=== Information given ===

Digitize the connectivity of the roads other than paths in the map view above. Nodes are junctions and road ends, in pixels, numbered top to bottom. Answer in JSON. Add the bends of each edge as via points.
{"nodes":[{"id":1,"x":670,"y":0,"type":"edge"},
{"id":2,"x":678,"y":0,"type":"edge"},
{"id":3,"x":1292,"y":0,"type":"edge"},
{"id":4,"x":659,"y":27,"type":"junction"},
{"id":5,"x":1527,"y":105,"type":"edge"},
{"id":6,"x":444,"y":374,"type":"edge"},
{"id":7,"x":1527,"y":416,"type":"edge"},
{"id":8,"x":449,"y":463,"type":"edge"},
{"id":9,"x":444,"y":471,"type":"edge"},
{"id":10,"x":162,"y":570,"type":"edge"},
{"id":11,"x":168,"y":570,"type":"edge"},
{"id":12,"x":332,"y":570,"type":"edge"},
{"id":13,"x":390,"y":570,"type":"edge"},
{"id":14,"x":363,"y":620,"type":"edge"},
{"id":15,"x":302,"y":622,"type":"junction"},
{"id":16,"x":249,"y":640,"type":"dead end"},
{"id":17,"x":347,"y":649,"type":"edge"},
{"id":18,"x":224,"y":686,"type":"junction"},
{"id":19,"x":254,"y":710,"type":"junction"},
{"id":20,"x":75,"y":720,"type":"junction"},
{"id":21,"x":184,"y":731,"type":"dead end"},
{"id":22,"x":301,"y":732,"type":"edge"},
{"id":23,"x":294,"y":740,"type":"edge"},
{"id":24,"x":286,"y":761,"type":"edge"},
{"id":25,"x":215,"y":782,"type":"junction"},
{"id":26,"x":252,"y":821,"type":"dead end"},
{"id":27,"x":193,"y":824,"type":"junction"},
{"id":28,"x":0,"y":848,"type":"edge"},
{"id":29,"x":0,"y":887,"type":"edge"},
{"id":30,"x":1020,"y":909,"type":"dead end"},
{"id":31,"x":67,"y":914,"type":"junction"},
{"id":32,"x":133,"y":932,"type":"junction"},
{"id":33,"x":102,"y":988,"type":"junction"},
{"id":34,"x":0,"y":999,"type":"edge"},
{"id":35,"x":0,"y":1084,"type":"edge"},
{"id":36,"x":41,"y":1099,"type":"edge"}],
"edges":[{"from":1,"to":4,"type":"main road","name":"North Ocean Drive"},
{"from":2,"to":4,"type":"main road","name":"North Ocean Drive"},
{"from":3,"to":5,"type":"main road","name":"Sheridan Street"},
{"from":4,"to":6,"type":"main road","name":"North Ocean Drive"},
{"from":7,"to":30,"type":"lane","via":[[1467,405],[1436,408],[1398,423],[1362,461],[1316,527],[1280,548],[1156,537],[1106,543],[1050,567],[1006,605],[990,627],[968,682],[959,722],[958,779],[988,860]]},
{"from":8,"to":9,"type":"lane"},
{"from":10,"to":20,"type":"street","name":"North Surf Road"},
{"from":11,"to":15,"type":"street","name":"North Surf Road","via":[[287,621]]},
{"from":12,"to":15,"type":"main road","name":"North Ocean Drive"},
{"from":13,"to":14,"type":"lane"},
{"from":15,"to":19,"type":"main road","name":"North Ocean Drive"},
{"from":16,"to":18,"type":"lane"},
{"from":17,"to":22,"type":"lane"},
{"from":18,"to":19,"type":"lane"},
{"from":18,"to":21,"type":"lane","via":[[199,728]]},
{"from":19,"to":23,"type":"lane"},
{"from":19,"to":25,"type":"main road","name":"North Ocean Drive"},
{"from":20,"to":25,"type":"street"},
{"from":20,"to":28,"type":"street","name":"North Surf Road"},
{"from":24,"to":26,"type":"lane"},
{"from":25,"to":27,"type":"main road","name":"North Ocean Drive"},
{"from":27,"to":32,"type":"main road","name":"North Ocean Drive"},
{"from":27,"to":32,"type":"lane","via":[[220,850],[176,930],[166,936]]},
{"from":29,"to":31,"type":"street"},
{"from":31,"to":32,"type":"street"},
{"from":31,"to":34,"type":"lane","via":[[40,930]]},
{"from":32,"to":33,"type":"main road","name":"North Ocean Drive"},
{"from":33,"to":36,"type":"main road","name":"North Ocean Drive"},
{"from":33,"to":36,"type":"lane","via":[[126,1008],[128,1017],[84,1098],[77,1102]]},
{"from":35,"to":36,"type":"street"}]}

===

• **Exercise requirements**: Having read the entries, output all of them verbatim.

• **Your solution**:
Digitize the connectivity of the roads other than paths in the map view above. Nodes are junctions and road ends, in pixels, numbered top to bottom. Answer in JSON. Add the bends of each edge as via points.
{"nodes":[{"id":1,"x":670,"y":0,"type":"edge"},
{"id":2,"x":678,"y":0,"type":"edge"},
{"id":3,"x":1292,"y":0,"type":"edge"},
{"id":4,"x":659,"y":27,"type":"junction"},
{"id":5,"x":1527,"y":105,"type":"edge"},
{"id":6,"x":444,"y":374,"type":"edge"},
{"id":7,"x":1527,"y":416,"type":"edge"},
{"id":8,"x":449,"y":463,"type":"edge"},
{"id":9,"x":444,"y":471,"type":"edge"},
{"id":10,"x":162,"y":570,"type":"edge"},
{"id":11,"x":168,"y":570,"type":"edge"},
{"id":12,"x":332,"y":570,"type":"edge"},
{"id":13,"x":390,"y":570,"type":"edge"},
{"id":14,"x":363,"y":620,"type":"edge"},
{"id":15,"x":302,"y":622,"type":"junction"},
{"id":16,"x":249,"y":640,"type":"dead end"},
{"id":17,"x":347,"y":649,"type":"edge"},
{"id":18,"x":224,"y":686,"type":"junction"},
{"id":19,"x":254,"y":710,"type":"junction"},
{"id":20,"x":75,"y":720,"type":"junction"},
{"id":21,"x":184,"y":731,"type":"dead end"},
{"id":22,"x":301,"y":732,"type":"edge"},
{"id":23,"x":294,"y":740,"type":"edge"},
{"id":24,"x":286,"y":761,"type":"edge"},
{"id":25,"x":215,"y":782,"type":"junction"},
{"id":26,"x":252,"y":821,"type":"dead end"},
{"id":27,"x":193,"y":824,"type":"junction"},
{"id":28,"x":0,"y":848,"type":"edge"},
{"id":29,"x":0,"y":887,"type":"edge"},
{"id":30,"x":1020,"y":909,"type":"dead end"},
{"id":31,"x":67,"y":914,"type":"junction"},
{"id":32,"x":133,"y":932,"type":"junction"},
{"id":33,"x":102,"y":988,"type":"junction"},
{"id":34,"x":0,"y":999,"type":"edge"},
{"id":35,"x":0,"y":1084,"type":"edge"},
{"id":36,"x":41,"y":1099,"type":"edge"}],
"edges":[{"from":1,"to":4,"type":"main road","name":"North Ocean Drive"},
{"from":2,"to":4,"type":"main road","name":"North Ocean Drive"},
{"from":3,"to":5,"type":"main road","name":"Sheridan Street"},
{"from":4,"to":6,"type":"main road","name":"North Ocean Drive"},
{"from":7,"to":30,"type":"lane","via":[[1467,405],[1436,408],[1398,423],[1362,461],[1316,527],[1280,548],[1156,537],[1106,543],[1050,567],[1006,605],[990,627],[968,682],[959,722],[958,779],[988,860]]},
{"from":8,"to":9,"type":"lane"},
{"from":10,"to":20,"type":"street","name":"North Surf Road"},
{"from":11,"to":15,"type":"street","name":"North Surf Road","via":[[287,621]]},
{"from":12,"to":15,"type":"main road","name":"North Ocean Drive"},
{"from":13,"to":14,"type":"lane"},
{"from":15,"to":19,"type":"main road","name":"North Ocean Drive"},
{"from":16,"to":18,"type":"lane"},
{"from":17,"to":22,"type":"lane"},
{"from":18,"to":19,"type":"lane"},
{"from":18,"to":21,"type":"lane","via":[[199,728]]},
{"from":19,"to":23,"type":"lane"},
{"from":19,"to":25,"type":"main road","name":"North Ocean Drive"},
{"from":20,"to":25,"type":"street"},
{"from":20,"to":28,"type":"street","name":"North Surf Road"},
{"from":24,"to":26,"type":"lane"},
{"from":25,"to":27,"type":"main road","name":"North Ocean Drive"},
{"from":27,"to":32,"type":"main road","name":"North Ocean Drive"},
{"from":27,"to":32,"type":"lane","via":[[220,850],[176,930],[166,936]]},
{"from":29,"to":31,"type":"street"},
{"from":31,"to":32,"type":"street"},
{"from":31,"to":34,"type":"lane","via":[[40,930]]},
{"from":32,"to":33,"type":"main road","name":"North Ocean Drive"},
{"from":33,"to":36,"type":"main road","name":"North Ocean Drive"},
{"from":33,"to":36,"type":"lane","via":[[126,1008],[128,1017],[84,1098],[77,1102]]},
{"from":35,"to":36,"type":"street"}]}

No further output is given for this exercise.